EU finance ministers are expected to take important decisions on the future of the eurozone next week during their next monthly meeting in Brussels.

The Ecofin’s agenda will be taken up by possible fresh injections to the eurozone, the Commission’s proposals for the introduction of a Financial Transaction Tax (FTT) tabled yesterday (see story in today’s The Times) and Greece’s next €8 billion tranche, which has been withheld until the eurozone is satisfied with the progress being made by the Greek government to reach its debt reducing targets.

Malta, represented by Finance Minister Tonio Fenech, will have to make its position clear, particularly on the possibility of the introduction of a FTT.

Member states are divided on this issue and Malta is on the side of the UK opposing the new tax if not first introduced on a global level.

Rumours on a possible new grand plan to save the euro, including a possible managed default of Greece and a further injection to the bailout rescue fund, known as the European Financial Safety Facility (EFSF) are currently doing the rounds although top EU officials have so far denied the existence of such a plan.

Press reports emerging from a meeting of IMF and World Bank officials in Washington last week said that EU officials were considering a 50 per cent cut on Greek sovereign debt, coupled with a quadrupling of the size of the European Financial Stability Facility, the €440 billion fund that has been used to bail out Ireland and Portugal.

Economic Affairs Commissioner Olli Rehn has said that the EU was considering giving the fund “greater leverage to give it greater strength” but called the press reports as speculation.

On the other hand, Germany and the Netherlands both oppose the move and eurozone parliaments have yet to sign off on a first round of changes to the fund to allow it to lend its full €440 billion envelope and permit it to buy bonds on secondary markets, a task currently being undertaken by a very reluctant ECB.

Malta is expected ratify the July agreement by the end of next week.

EU sources told The Times Business that by the time of the meeting of finance ministers next week, more precise information is also expected to emerge on the real situation in Athens.
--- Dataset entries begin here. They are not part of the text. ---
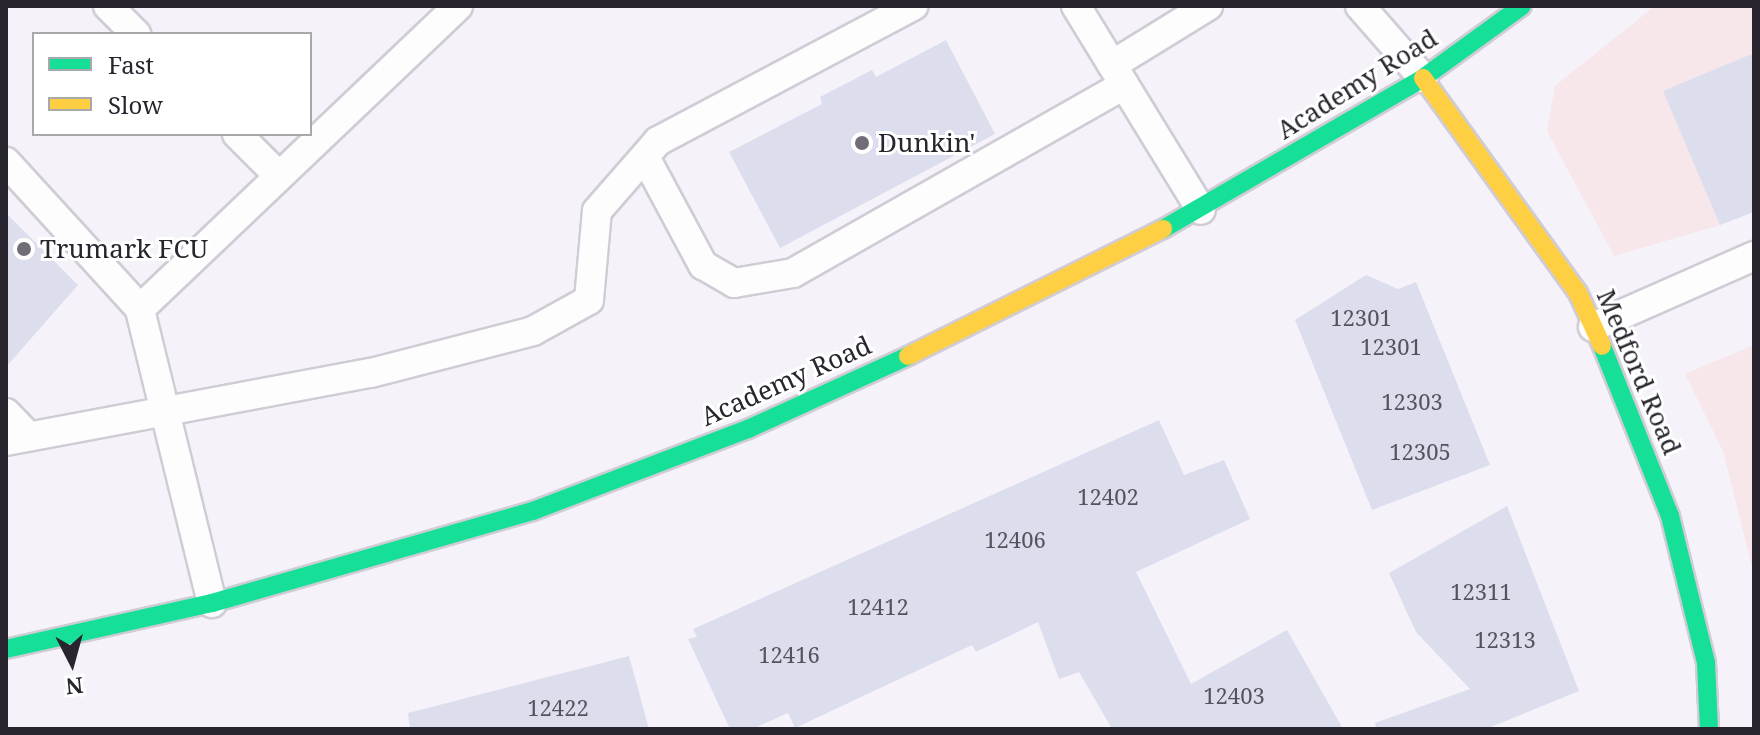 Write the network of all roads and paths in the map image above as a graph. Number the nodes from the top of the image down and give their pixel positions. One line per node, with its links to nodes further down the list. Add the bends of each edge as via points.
1 (108, 6): 8 (lane)
2 (458, 6): 14 (lane)
3 (913, 6): 12 (lane, via 658,141)
4 (1076, 6): 9 (lane)
5 (1208, 6): 9 (lane)
6 (1360, 6): 10 (lane)
7 (1522, 6): 10 (main road, Academy Road)
8 (134, 32)
9 (1118, 75): 12 (lane, via 793,273 734,283 703,265); 15 (lane)
10 (1423, 78): 15 (main road, Academy Road); 18 (main road, Medford Road, via 1521,208 1578,293)
11 (239, 136): 14 (lane)
12 (645, 157): 19 (lane, via 597,211 589,300 533,331 371,373)
13 (6, 162): 17 (lane)
14 (279, 176): 17 (lane)
15 (1201, 210): 22 (main road, Academy Road, via 951,337 748,429 533,511)
16 (1754, 256): 18 (lane)
17 (140, 309): 19 (lane)
18 (1593, 327): 24 (main road, Medford Road, via 1670,516 1706,663)
19 (165, 409): 21 (lane); 22 (lane)
20 (6, 413): 21 (lane)
21 (17, 439)
22 (212, 603): 23 (main road, Academy Road)
23 (6, 649)
24 (1709, 729) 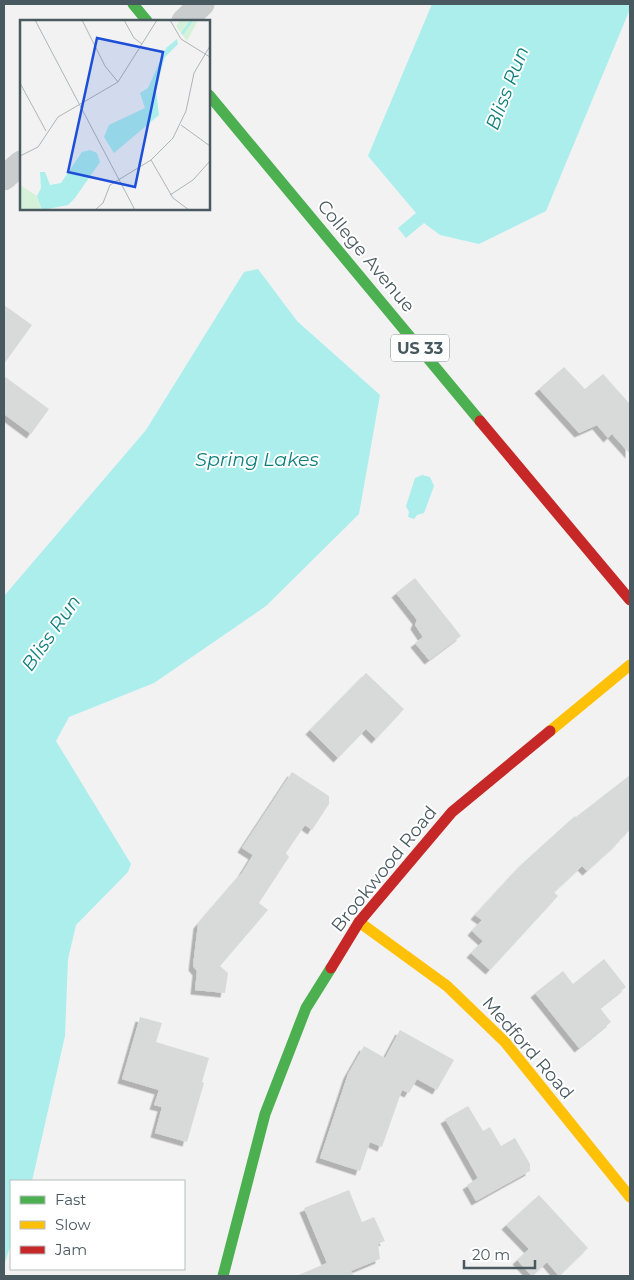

Officials from the EU and the International Monetary Fund (IMF) will be in Greece at the end of this week in order to resume talks on awarding the government a further tranche of aid from last May’s €110 billion bailout deal.

The Greek government has announced a number of new austerity measures to make sure it reaches a budget deficit target of 7.5 per cent of GDP this year, including public sector pay and pension cuts, a new property tax and a privatisation drive that aims to raise €5 billion by the end of the year.

The measures are necessary to convince Greece’s eurozone partners to pay out a further €8 billion in aid, which the country needs to repay debts maturing in October and November.

However, although Greek Finance Minister Evangelos Venizelos has insisted the country is determined to implement the measures EU officials are worried. Despite the pledges, no privatisations have yet gone through while public opposition to further austerity measures are increasing.